The Respondent called two witnesses. DW1 was the driver of the defendant’s vehicle. He testified he saw the Appellant swerved to the right and then to the left of the road. DW1 tried to avoid the cyclist but hit his bicycle from behind.

DW2 told the court that he was with DW1 the driver in the Respondents Pick-up when they saw the Appellant cycling ahead of them in a zig zag manner in the middle of the left lane. The Appellant’s bicycle was hit from behind.

In his judgment, the magistrate found that the Appellant had failed to prove his case on the standards required in civil cases. The court noted that the particulars of negligence set out in the plaint were not proved and that the appellant was into a truthful witness.

The parties agree that the road was dusty having been recently engravelled. The Respondent testified that there was a vehicle ahead of them.    The plaintiff ahead of them.   The Plaintiff said he saw only one vehicle being that of the defendant. He said that when his bicycle was knocked from behind, the vehicle blew a lot of dust preventing him from seeing it. Being the only eye witness in this case, the appellant did not even see the vehicle which hit him approaching. He told the court that he was cycling along the left lane of the road. The defence said the Appellant was moving in a zig zag manner. He swerved to the right and to the  left and was hit in the middle of the road. The plaintiffs evidence was contradictory in that he could not have been hit from the left lane and at the same time off the road as he said. Both parties agree that both sides of the road were raised and it was not possible for the appellant to go off the road. He had to cycle on the road or on its side but not off the road. The magistrate did not find the appellant a truthful witness due to the contradictions in his evidence on the point of impact and the nature of injuries. The appellant said he lost consciousness while the medical report showed soft tissue injuries.
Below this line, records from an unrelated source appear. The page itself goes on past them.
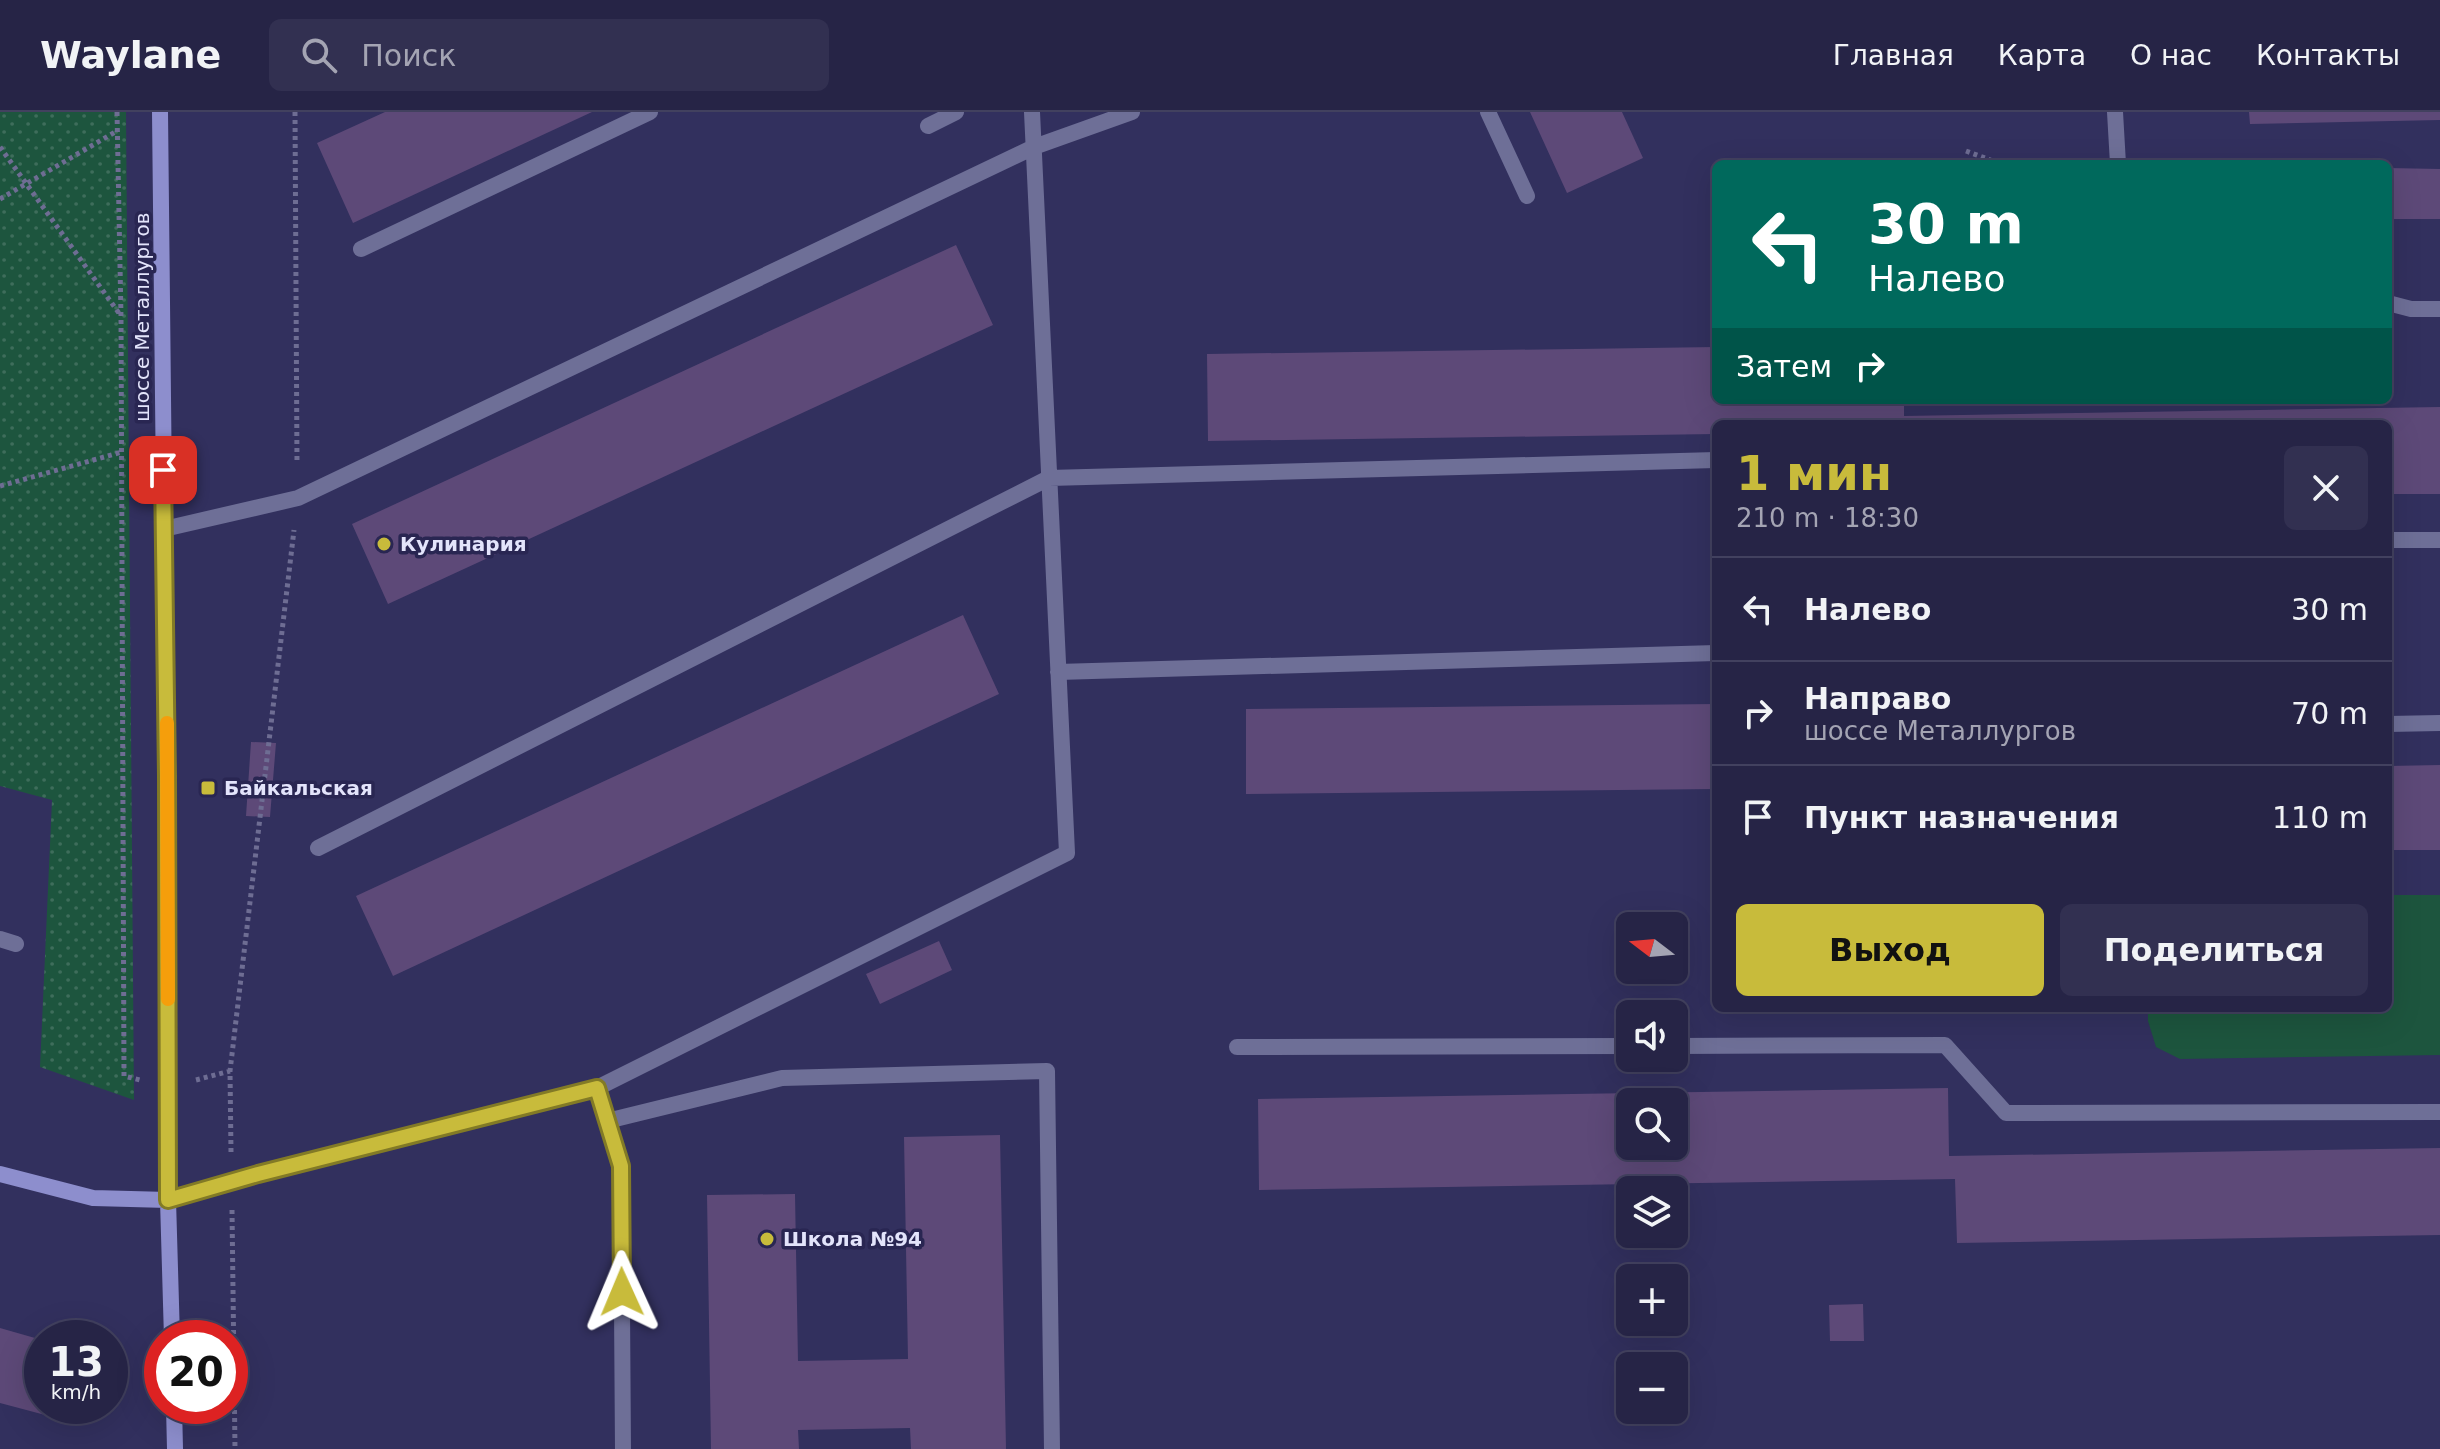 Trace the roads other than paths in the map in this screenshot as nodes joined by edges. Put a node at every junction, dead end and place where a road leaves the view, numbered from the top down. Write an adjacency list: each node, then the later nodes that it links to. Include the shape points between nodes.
1 (160, 112): 17 (main road, шоссе Металлургов)
2 (650, 112): 12 (lane)
3 (956, 112): 8 (lane)
4 (1032, 112): 9 (lane)
5 (1132, 112): 9 (lane)
6 (1488, 112): 11 (lane)
7 (2115, 112): 10 (lane)
8 (928, 126)
9 (1034, 147): 16 (lane); 17 (lane, via 298,498)
10 (2118, 160)
11 (1527, 196)
12 (361, 249)
13 (2392, 304): 14 (lane)
14 (2440, 309)
15 (1712, 460): 16 (lane)
16 (1049, 478): 21 (lane); 24 (lane)
17 (164, 529): 32 (main road, шоссе Металлургов)
18 (2392, 540): 19 (lane)
19 (2440, 540)
20 (1712, 653): 21 (lane)
21 (1058, 672): 28 (lane, via 1067,853)
22 (2440, 723): 23 (lane)
23 (2392, 724)
24 (318, 848)
25 (1616, 1046): 27 (lane)
26 (1688, 1046): 29 (lane, via 1945,1045 2006,1113)
27 (1237, 1047)
28 (597, 1088): 30 (lane); 32 (lane)
29 (2440, 1112)
30 (607, 1121): 36 (lane, via 621,1166); 37 (lane, via 782,1078 1047,1071)
31 (0, 1174): 32 (main road, via 93,1198)
32 (168, 1200): 33 (main road, шоссе Металлургов)
33 (171, 1320)
34 (174, 1424): 35 (main road)
35 (175, 1449)
36 (623, 1449)
37 (1052, 1449)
The police did not investigate the accident to find out who was to blame. PW3 produced the police abstract form but not the police file.
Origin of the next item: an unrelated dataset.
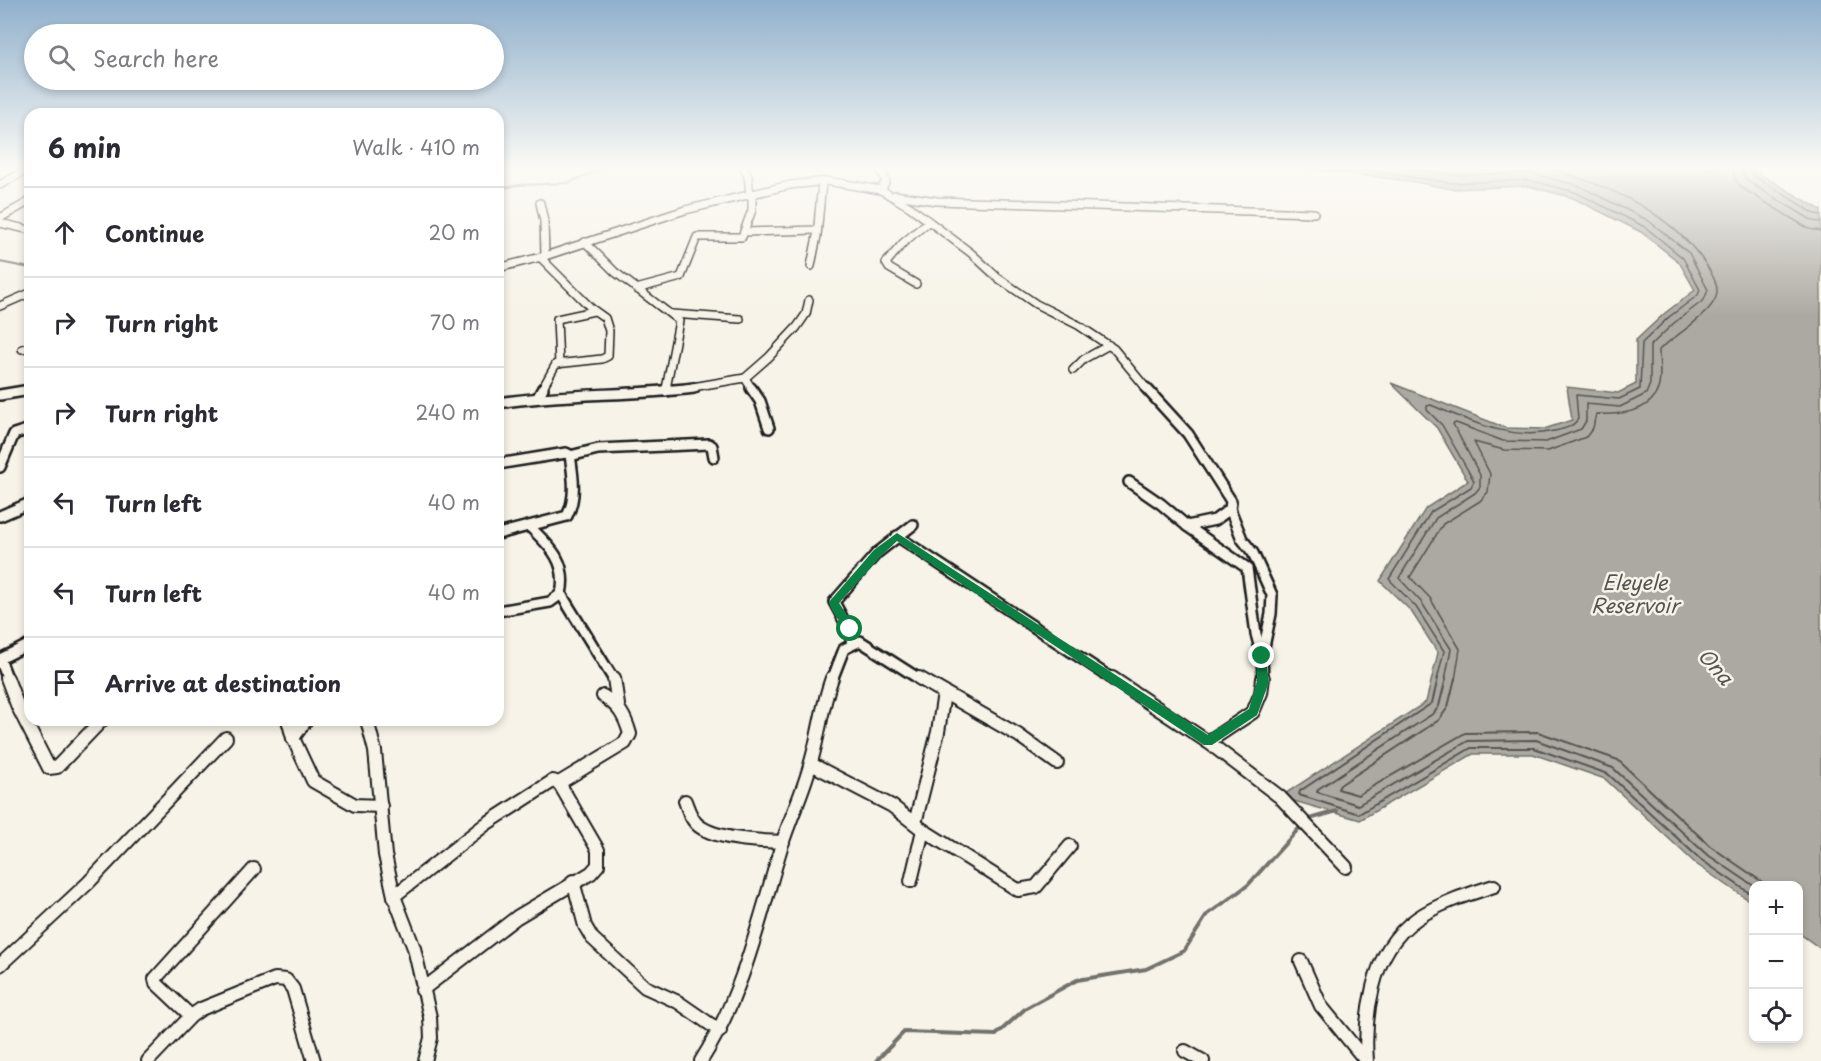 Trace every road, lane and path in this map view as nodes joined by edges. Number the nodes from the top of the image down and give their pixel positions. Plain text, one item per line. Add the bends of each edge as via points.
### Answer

The appellant had a duty to prove his case. Paragraph 5 of the plaint sets out five (5) particulars of negligence. One was that the defendant (DW 1) was at a high speed. From the evidence the condition of the road which was recently engravelled would not allow a vehicle to be driven at a high speed. The appellant did not prove this particular aspect of negligence. It was not proved that the driver lost control of the vehicle. DW1 and DW2 said it was the appellant who was obstructing them by moving in a zig zag manner. The appellant did not prove the other three particulars of negligence. In his submissions, the Appellant relied on the evidence of DW1 and DW2 that they both admitted that the appellant was hit while on the left lane which was his correct lane for him. The defendant’s vehicle was heading towards the same direction with the bicycle. This vehicle was on its correct lane too but found the Appellant ahead of it swerving from right to left.

The magistrate analyzed the evidence before him and found that the plaintiff did not discharge his burden of proof. The law demands that whoever makes any allegations proves them. The Appellant was duty-bound to prove  the particulars of negligence against the  Respondent which he failed to do. This court was urged by the Appellant to find contributory negligence and apportion liability. It is my considered opinion that the evidence on record insufficient to prove contributory negligence.

I find that the magistrate reached a correct finding. I dismiss the appeal for lack of merit with costs to the defendant.

F.N. MUCHEMI J.

Judgment dated and delivered this 7th day of December 2010 in the presence of the Mr. Omondi for Mwinamo for the Defendant.